PROBLEM>
In the copy, every record below must appear exactly as given, and no picture may appear.

[Stored items]
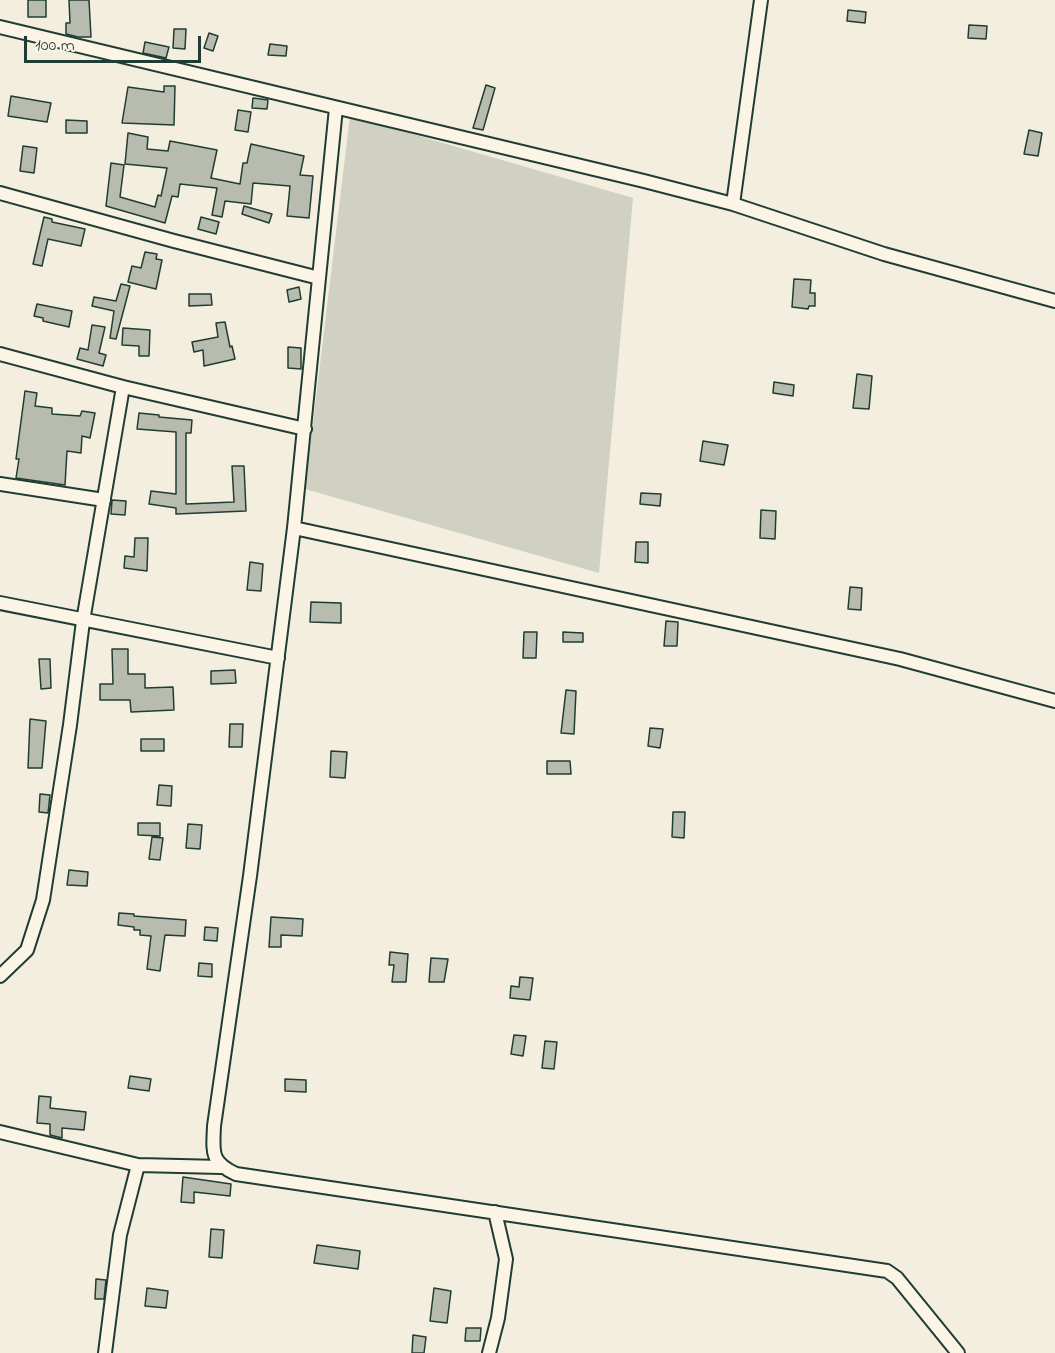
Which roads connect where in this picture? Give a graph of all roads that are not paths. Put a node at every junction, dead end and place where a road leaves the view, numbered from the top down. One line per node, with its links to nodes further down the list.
1 (760, 0): 5 (street)
2 (0, 27): 3 (street)
3 (336, 108): 5 (street); 6 (street)
4 (0, 193): 6 (street)
5 (733, 204): 7 (street)
6 (319, 278): 10 (street)
7 (1055, 301)
8 (0, 354): 9 (street)
9 (123, 387): 10 (street); 12 (street)
10 (304, 429): 13 (street)
11 (0, 484): 12 (street)
12 (104, 500): 15 (street)
13 (294, 528): 16 (street); 17 (street)
14 (0, 603): 15 (street)
15 (83, 621): 16 (street); 18 (street)
16 (278, 658): 21 (street)
17 (1055, 701)
18 (0, 976)
19 (0, 1132): 20 (street)
20 (138, 1165): 21 (street); 23 (street)
21 (221, 1167): 22 (street)
22 (495, 1212): 24 (street); 25 (street)
23 (105, 1353)
24 (489, 1353)
25 (958, 1353)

ANSWER TO THE EXERCISE>
Which roads connect where in this picture? Give a graph of all roads that are not paths. Put a node at every junction, dead end and place where a road leaves the view, numbered from the top down. One line per node, with its links to nodes further down the list.
1 (760, 0): 5 (street)
2 (0, 27): 3 (street)
3 (336, 108): 5 (street); 6 (street)
4 (0, 193): 6 (street)
5 (733, 204): 7 (street)
6 (319, 278): 10 (street)
7 (1055, 301)
8 (0, 354): 9 (street)
9 (123, 387): 10 (street); 12 (street)
10 (304, 429): 13 (street)
11 (0, 484): 12 (street)
12 (104, 500): 15 (street)
13 (294, 528): 16 (street); 17 (street)
14 (0, 603): 15 (street)
15 (83, 621): 16 (street); 18 (street)
16 (278, 658): 21 (street)
17 (1055, 701)
18 (0, 976)
19 (0, 1132): 20 (street)
20 (138, 1165): 21 (street); 23 (street)
21 (221, 1167): 22 (street)
22 (495, 1212): 24 (street); 25 (street)
23 (105, 1353)
24 (489, 1353)
25 (958, 1353)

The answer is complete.